Umkehrosmose

Umkehrosmose ist ein physikalisches Verfahren bei dem Wasser mit Druck durch eine RO-Membran (Reverse Osmosis Filter) gepresst wird, die fast nur Wassermoleküle und kleinere Moleküle durch lässt. Es ist das günstigste Verfahren um demineralisiertes (also fast so etwas wie „destilliertes“) Wasser herzustellen. Wenn der Leitungsdruck nicht ausreicht muss eine Druckerhöhungspumpe verwendet werden um die erforderlichen 3 Bar zu erreichen. Die Anlagen machen aus dem Eingangswasser demineralisiertes und höher verkalktes Wasser, das aus 2 Leitungen getrennt aus dem Gerät kommt. Das kalkhaltige Wasser wird verworfen. Dabei wird 90%-98% der Inhaltsstoffe des Eingangswassers (Kalk, Radionukleide, Keime, …) entfernt.

Die osmotische Membran, die nur die Trägerflüssigkeit (Solvent) durchlässt und die gelösten Stoffe (Solute) zurückhält, muss diesen hohen Drücken standhalten können. Wenn der Druckunterschied das osmotische Gefälle mehr als ausgleicht, passen die Solventmoleküle wie bei einem Filter durch die Membran, während die „Verunreinigungsmoleküle“ zurückgehalten werden. Im Gegensatz zu einem klassischen Membranfilter verfügen Osmosemembranen nicht über durchgehende Poren.
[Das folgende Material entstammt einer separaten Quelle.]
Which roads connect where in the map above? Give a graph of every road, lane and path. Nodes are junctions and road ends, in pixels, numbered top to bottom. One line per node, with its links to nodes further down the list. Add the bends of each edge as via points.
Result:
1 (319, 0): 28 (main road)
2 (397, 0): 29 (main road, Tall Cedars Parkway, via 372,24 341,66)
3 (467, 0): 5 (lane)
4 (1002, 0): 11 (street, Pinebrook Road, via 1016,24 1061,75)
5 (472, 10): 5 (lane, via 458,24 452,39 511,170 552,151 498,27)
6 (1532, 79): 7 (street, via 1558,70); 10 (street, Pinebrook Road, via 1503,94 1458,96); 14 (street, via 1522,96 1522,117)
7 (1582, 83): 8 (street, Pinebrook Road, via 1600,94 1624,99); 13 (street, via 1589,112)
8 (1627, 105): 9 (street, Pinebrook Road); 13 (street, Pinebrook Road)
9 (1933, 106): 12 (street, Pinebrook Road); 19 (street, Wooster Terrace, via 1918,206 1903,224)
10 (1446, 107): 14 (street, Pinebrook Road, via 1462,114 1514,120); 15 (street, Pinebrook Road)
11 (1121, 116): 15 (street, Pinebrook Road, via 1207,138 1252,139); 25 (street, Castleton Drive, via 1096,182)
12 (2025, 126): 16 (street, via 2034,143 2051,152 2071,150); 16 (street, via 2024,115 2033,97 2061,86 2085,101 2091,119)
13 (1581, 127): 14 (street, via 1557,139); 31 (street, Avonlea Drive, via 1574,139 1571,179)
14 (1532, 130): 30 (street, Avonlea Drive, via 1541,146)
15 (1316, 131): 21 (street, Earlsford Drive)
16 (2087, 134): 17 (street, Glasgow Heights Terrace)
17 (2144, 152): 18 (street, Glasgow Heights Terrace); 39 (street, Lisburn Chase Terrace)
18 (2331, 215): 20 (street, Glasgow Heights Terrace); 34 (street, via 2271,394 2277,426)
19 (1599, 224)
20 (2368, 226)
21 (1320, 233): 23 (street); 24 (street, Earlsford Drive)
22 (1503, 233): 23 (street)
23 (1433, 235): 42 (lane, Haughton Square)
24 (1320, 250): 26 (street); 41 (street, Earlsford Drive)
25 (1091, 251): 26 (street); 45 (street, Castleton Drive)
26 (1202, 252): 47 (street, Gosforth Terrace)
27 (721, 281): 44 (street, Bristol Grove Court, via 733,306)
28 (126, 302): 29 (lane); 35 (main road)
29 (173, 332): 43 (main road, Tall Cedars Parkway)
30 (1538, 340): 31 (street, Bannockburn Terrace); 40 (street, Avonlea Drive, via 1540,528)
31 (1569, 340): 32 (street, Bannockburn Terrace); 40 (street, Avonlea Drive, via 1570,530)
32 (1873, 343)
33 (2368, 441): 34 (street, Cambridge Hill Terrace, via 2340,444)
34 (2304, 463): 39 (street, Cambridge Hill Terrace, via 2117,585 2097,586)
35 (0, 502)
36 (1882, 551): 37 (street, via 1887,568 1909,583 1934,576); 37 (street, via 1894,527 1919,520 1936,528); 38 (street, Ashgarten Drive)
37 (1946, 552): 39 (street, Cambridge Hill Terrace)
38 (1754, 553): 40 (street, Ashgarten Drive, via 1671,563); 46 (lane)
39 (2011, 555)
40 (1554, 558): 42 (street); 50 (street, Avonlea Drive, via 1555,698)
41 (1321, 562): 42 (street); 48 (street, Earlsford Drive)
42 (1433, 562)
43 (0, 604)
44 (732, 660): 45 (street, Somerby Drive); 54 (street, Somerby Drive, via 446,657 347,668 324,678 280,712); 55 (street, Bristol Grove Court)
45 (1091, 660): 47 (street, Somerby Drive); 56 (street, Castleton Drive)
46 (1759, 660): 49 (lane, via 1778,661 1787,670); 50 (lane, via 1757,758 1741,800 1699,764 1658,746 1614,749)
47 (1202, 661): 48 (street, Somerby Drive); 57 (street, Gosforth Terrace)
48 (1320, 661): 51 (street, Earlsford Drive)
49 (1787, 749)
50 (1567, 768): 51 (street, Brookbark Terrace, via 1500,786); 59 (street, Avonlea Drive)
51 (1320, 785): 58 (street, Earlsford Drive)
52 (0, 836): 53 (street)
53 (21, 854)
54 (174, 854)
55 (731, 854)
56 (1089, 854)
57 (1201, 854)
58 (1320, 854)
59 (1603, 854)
Vielmehr wandern die Ionen und Moleküle durch die Membran hindurch, indem sie durch das Membranmaterial diffundieren. Das Lösungs-Diffusions-Modell beschreibt diesen Vorgang. (Wiki)
Um Beschädigungen der Membran zu verhindern, können Filter vorgeschaltet werden. Ein Feinfilter kann mechanische, ein Aktivkohlefilter chemische Beschädigungen (z. B. durch Chlor) verhindern. Auch kann es nötig sein, die Anlage von biologischer Verschmutzung zu befreien, insbesondere bei der Meerwasseraufbereitung. Hier werden mittels Bioziden (meist auf Brombasis) diskontinuierlich sich bildende Biofilme beseitigt. Chlor wird vor allem in südlichen Ländern zur Desinfektion eingesetzt. Aufgrund der Chlorempfindlichkeit der Membranen muss es wieder aufwändig entfernt werden. (Wiki)

Trinkwasseraufbereitung

Die Umkehrosmose ist zahlreichen Aufbereitungsanlagen für Trinkwasser in Haushalten als Zwischenschritt eingeschaltet. Solche Systeme arbeiten in Abhängigkeit von der Wasserqualität mit Kombinationen aus Filtern (verschiedene Porengrößen, Aktivkohlefilter, Umkehrosmosefilter), sowie eventuell ultraviolettem Licht zur Beseitigung von Mikroben, die durch die Filter nicht abgehalten wurden, und Nanopartikeln und Membranen. In einigen Systemen wird die Vorstufe des Aktivkohlefilters durch eine Zelluloseacetat-Membran ersetzt. Diese Membran wird abgebaut, sofern nicht gechlortes Wasser eingesetzt wird. Ein nachgeschalteter Aktivkohlefilter entfernt das vorher zugesetzte Chlor wieder. (Wiki)
Mobile Aufbereitungsanlagen werden für den persönlichen Gebrauch verkauft. Als Voraussetzung für die Funktion dieser Systeme wird ein Leitungsdruck von wenigstens 280 kPa vorausgesetzt. Solche Aufbereitungsanlagen kommen vor allem in ländlichen Regionen ohne sauberes Wasser zum Einsatz, die nicht an eine Wasseraufbereitungsanlage angeschlossen sind. Eine weitere Einsatzmöglichkeit ist die Trinkwasserproduktion auf hoher See oder in Ländern, in denen das Leitungswasser verunreinigt ist.[8] In der Produktion von Mineralwasser in Flaschen durchläuft das Wasser eine Umkehrosmoseanlage, um es von Verunreinigungen und Mikroorganismen zu befreien. Derartige Anlagen arbeiten mit Keimsperren, die der Osmosemembran vorgeschaltet sind. In der EU ist ein solches Vorgehen allerdings nicht erlaubt.[9] Ein Teil der Mikroorganismen passiert die Filter in Umkehrosmoseanlagen aufgrund von kleinen Rissen oder unregelmäßiger Porenweite. Solche Systeme arbeiten deshalb mit weiteren Reinigungsstufen (ultraviolettes Licht, Ozon, Sterilfiltern). (Wiki)

Kauf

Günstige Anlagen gibt es ab €50.-1), die größten Heimanlagen produzieren ca. 95 l/h und sind um ca. €400.- erhältlich.